(Collected data entries)

_____

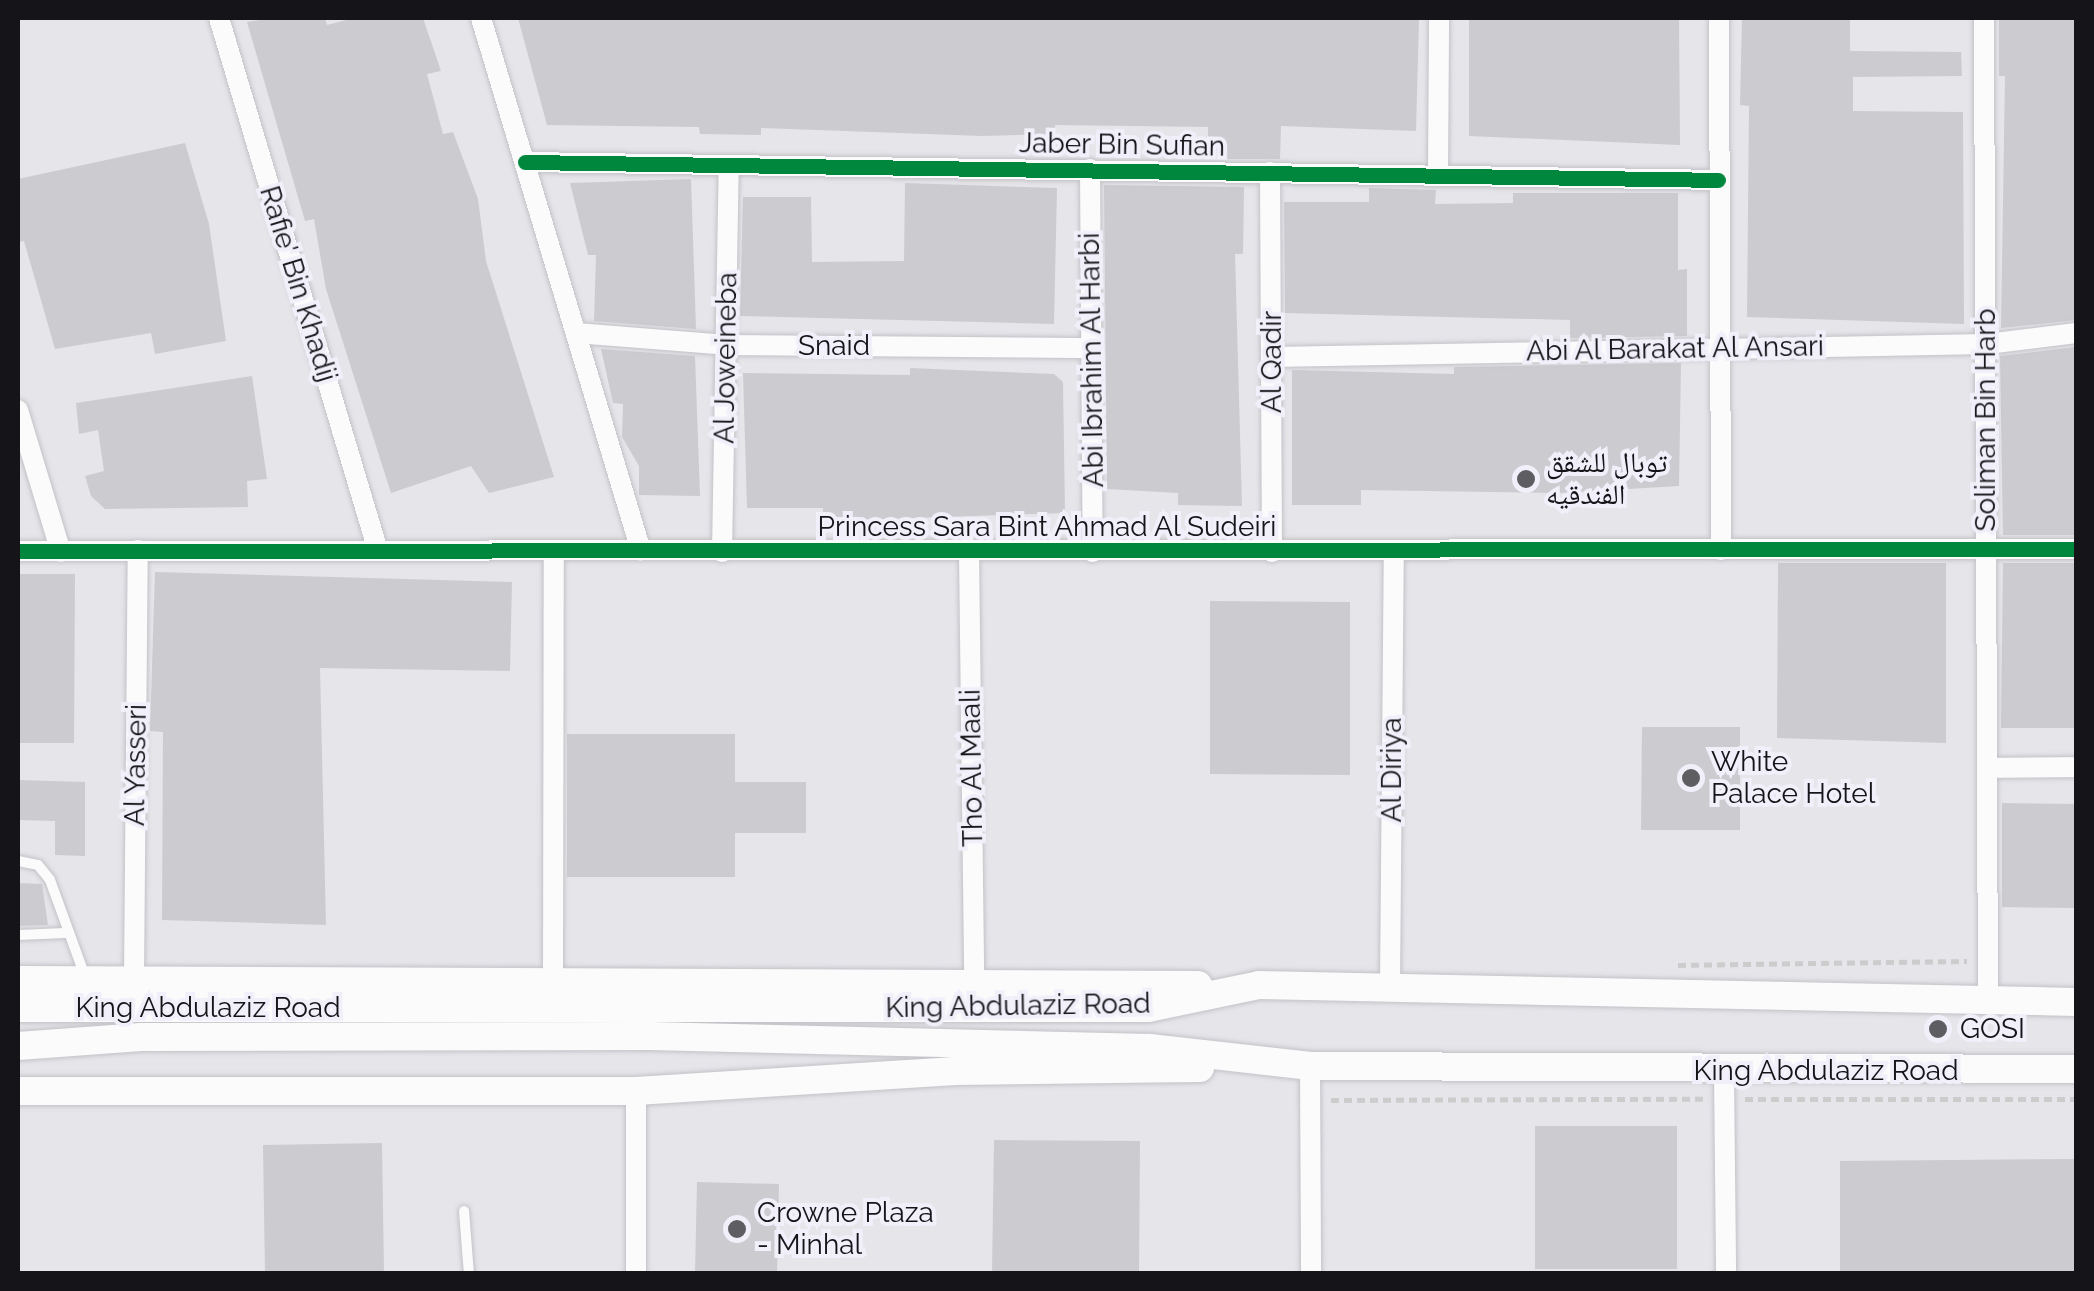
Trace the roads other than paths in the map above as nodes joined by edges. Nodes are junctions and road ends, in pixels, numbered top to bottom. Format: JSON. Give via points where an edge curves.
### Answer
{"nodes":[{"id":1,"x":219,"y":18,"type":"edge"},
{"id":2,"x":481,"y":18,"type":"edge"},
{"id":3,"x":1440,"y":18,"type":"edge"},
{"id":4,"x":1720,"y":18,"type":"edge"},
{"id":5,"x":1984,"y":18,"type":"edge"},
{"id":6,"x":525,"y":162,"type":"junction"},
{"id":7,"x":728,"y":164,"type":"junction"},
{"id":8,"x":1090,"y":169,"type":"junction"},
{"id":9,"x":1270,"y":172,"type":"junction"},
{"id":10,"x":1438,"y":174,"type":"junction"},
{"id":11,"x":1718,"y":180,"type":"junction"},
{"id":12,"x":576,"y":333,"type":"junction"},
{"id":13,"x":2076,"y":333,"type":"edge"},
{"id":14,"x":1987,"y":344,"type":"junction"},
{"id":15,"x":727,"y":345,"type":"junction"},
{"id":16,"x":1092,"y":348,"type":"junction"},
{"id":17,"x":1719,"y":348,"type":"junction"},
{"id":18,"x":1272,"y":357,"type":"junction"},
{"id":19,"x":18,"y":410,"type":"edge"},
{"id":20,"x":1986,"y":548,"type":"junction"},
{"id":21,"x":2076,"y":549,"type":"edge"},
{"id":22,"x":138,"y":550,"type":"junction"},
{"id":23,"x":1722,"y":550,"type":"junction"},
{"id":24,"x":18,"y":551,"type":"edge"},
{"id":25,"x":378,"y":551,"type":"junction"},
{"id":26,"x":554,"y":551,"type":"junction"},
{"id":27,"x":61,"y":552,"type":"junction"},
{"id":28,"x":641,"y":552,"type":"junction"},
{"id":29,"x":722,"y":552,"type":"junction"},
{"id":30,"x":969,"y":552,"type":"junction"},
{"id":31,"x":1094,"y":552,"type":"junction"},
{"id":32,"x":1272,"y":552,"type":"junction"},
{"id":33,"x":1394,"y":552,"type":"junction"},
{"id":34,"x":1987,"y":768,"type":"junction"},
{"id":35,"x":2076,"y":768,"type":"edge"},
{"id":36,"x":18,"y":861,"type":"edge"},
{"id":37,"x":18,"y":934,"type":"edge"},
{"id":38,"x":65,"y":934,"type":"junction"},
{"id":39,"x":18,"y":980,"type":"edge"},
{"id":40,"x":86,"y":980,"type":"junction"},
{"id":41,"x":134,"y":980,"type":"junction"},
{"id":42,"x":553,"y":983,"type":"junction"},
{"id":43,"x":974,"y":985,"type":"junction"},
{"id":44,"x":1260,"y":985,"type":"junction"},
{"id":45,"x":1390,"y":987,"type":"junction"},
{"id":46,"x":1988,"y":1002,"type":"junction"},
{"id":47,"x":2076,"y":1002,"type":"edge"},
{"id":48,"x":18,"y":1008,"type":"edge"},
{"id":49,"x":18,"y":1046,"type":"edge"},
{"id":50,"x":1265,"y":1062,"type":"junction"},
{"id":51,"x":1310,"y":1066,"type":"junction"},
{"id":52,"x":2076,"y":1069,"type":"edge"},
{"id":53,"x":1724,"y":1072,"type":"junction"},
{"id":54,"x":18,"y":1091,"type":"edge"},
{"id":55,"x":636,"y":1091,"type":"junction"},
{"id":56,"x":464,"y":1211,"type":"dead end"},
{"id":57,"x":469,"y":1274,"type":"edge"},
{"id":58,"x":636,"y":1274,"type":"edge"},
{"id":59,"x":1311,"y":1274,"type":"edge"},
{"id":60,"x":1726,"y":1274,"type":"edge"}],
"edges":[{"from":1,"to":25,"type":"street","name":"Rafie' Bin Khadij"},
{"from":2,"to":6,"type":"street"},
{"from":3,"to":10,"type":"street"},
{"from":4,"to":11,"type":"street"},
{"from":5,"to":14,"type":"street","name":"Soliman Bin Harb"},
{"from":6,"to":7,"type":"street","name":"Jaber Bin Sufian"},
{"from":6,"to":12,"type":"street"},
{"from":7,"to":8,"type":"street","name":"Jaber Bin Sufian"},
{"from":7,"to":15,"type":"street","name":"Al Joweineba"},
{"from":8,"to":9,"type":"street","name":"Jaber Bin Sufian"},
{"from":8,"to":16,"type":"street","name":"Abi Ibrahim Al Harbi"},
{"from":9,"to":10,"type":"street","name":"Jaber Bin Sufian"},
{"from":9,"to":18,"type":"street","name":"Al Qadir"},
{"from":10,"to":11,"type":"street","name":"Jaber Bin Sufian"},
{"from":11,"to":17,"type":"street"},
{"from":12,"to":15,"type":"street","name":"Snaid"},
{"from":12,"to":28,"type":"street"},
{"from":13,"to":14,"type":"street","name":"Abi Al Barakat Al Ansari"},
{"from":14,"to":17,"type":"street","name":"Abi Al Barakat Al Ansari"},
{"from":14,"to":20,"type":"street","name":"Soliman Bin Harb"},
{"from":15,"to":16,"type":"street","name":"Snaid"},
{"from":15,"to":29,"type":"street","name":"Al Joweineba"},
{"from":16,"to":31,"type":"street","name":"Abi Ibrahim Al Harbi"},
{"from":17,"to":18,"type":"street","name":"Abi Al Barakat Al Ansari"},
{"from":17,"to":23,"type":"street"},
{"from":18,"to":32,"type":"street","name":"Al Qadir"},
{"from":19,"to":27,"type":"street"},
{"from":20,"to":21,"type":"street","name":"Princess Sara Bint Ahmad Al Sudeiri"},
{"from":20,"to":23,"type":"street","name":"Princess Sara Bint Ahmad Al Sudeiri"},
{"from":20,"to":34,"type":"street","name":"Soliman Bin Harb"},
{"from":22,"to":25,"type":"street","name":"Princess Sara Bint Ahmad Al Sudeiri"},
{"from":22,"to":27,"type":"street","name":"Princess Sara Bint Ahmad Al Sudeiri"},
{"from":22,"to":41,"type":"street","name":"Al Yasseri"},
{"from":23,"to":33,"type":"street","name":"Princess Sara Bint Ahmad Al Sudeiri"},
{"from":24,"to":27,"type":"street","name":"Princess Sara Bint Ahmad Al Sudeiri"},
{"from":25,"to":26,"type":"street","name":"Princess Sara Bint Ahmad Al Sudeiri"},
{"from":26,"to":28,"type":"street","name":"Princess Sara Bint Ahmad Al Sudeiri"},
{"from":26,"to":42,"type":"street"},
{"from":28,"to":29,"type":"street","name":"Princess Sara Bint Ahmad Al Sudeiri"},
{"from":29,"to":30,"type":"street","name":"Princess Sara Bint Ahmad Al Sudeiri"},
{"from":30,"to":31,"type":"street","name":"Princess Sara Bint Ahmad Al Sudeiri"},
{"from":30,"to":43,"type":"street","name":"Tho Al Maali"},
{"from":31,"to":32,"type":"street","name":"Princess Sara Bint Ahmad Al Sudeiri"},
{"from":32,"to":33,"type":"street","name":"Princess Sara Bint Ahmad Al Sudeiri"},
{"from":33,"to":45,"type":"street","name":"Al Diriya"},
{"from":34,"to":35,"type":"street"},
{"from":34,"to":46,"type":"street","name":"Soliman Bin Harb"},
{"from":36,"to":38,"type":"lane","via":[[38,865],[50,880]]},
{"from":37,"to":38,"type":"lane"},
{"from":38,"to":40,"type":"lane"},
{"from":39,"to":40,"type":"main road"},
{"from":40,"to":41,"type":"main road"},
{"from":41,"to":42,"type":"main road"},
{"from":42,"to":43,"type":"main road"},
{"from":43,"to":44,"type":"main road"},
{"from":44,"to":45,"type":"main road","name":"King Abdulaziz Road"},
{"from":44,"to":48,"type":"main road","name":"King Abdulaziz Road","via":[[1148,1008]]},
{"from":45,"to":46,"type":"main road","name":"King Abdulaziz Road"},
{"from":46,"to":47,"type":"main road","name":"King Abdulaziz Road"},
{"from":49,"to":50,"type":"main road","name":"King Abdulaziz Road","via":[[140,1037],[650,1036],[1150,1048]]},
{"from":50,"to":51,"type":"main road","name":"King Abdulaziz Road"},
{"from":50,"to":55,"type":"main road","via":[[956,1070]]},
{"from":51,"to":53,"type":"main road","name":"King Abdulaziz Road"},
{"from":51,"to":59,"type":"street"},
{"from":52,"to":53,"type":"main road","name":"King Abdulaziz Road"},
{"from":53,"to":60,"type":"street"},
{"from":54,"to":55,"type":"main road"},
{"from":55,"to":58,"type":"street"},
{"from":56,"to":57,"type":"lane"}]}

_____

• _Your assignment_: Only the number is wanted: how many lines in the data include the word "Barakat"?

• _Solution below_: 3